In April 2015, she moved from Casablanca to Paris.

=== Resignation from Charlie Hebdo ===
On September 10, 2016, Rhazoui announced her intention to quit Charlie Hebdo during an interview on Web7Radio. According to her, the magazine is "under full police surveillance" and not the same as it used to be prior to the massacre. She formalized her departure on January 3, and criticized the magazine three days later, on the eve of the massacre's second anniversary, for following the "editorial line demanded by Islamists" and for no longer being motivated to draw Muhammad.

She became the subject of a documentary titled Rien n'est pardonné ("Nothing is Forgiven"), directed by Vincent Coen and Guillaume Vandenberghe and co-produced by Belgium's Francophone RTBF network. It chronicles her life from 2011, during the Arab Spring in Morocco, to 2016. The film appeared at the 2017 Festival International de Programmes Audiovisuels in Biarritz, and at the 2018 One World Film Festival in Prague.

In November 2019, she was awarded the Simone Veil Prize by the Conseil régional d'Île-de-France for her defense of secularism in France and fight against Islamism. This award was revoked by Valérie Pécresse in December 2023 after the grandson of Simone Veil accused Rhazoui of abusing and relativizing the memory of the Holocaust, this was in response to Rhazoui retweeting a post accusing Israel of Palestinian genocide during the Gaza war, and which compared Zionism to Nazism and the Holocaust.

==Views==

Rhazoui receiving an award from the Council of Ex-Muslims of Britain

In her controversial book Destroy Islamic Fascism (2016), she states that "those that think that Islam has nothing to do with terrorism are ignorant".

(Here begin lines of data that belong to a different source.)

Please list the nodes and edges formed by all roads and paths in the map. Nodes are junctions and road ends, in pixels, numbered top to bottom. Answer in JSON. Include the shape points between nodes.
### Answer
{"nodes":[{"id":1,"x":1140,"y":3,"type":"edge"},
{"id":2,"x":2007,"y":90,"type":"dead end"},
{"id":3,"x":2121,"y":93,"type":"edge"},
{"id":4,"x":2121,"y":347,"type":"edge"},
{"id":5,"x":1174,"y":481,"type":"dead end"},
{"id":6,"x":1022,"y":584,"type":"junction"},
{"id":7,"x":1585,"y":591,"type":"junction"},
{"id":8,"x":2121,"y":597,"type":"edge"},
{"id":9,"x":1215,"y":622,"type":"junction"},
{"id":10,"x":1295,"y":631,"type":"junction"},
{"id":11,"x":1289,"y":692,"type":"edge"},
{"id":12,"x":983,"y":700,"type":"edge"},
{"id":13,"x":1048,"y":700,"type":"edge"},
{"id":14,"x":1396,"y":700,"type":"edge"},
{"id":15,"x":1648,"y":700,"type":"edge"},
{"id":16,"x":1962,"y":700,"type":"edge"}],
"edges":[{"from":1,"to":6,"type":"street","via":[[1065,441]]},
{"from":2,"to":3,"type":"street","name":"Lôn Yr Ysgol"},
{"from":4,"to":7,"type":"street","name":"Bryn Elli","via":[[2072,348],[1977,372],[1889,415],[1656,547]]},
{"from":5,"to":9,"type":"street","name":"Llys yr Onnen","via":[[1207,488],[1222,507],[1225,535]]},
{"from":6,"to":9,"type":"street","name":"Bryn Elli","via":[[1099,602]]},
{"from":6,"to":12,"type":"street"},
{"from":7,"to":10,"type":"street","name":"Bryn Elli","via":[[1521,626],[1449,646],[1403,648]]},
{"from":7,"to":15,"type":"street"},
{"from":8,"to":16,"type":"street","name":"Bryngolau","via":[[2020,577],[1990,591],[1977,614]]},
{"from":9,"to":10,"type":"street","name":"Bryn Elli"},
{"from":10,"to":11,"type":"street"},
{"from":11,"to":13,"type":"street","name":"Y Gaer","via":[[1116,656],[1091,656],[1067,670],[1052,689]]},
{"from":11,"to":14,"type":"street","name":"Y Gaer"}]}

In November 2019, on a televised broadcast on CNews, she triggered a polemic, by saying during a debate on urban violence: "The police must shoot real bullets in these cases." After the debate she explained on Twitter that the law allows police officers to shoot people when threatened with death or serious injury, and that she hasn't called for shooting at protesters who don't pose a threat.

One of the texts in which she has most thoroughly set forth her views on Islam, the concept of anti-Muslim racism, Western attitudes toward Islam, and related issues was a response to a harsh December 2013 critique by Olivier Cyran of her work for Charlie Hebdo.

To her, in Cyran's view "people of my race, and myself, are congenitally sealed off from the ubiquitous ideas of atheism and anticlericalism," or, perhaps, that "unlike other peoples, our identity is solely structured by religion." Noting that Moroccan laws "do not grant me a quarter of the rights you acquired at birth," and that if she were raped "the websites that posted your article will definitely say I was asking for it because I don’t respect Islam," she observed that Cyran himself had implicitly endorsed all of this by embracing the "whole moralizing discourse about how one must 'respect Islam,' as demanded by the Islamists, who do not ask whether Islam respects other religions, or other people. Why the hell should I respect Islam? Does it respect me? The day Islam shows the slightest bit of consideration to women, first of all, and secondly toward free-thinkers, I promise you I will rethink my positions."

The author has been very critical of Israel. She had her Simone Veil Prize revoked after she shared a thread -originally posted by journalist Benjamin Rubinstein- on the X social media platform comparing the unfolding Israeli war on Gaza to Nazi Germany's holocaust.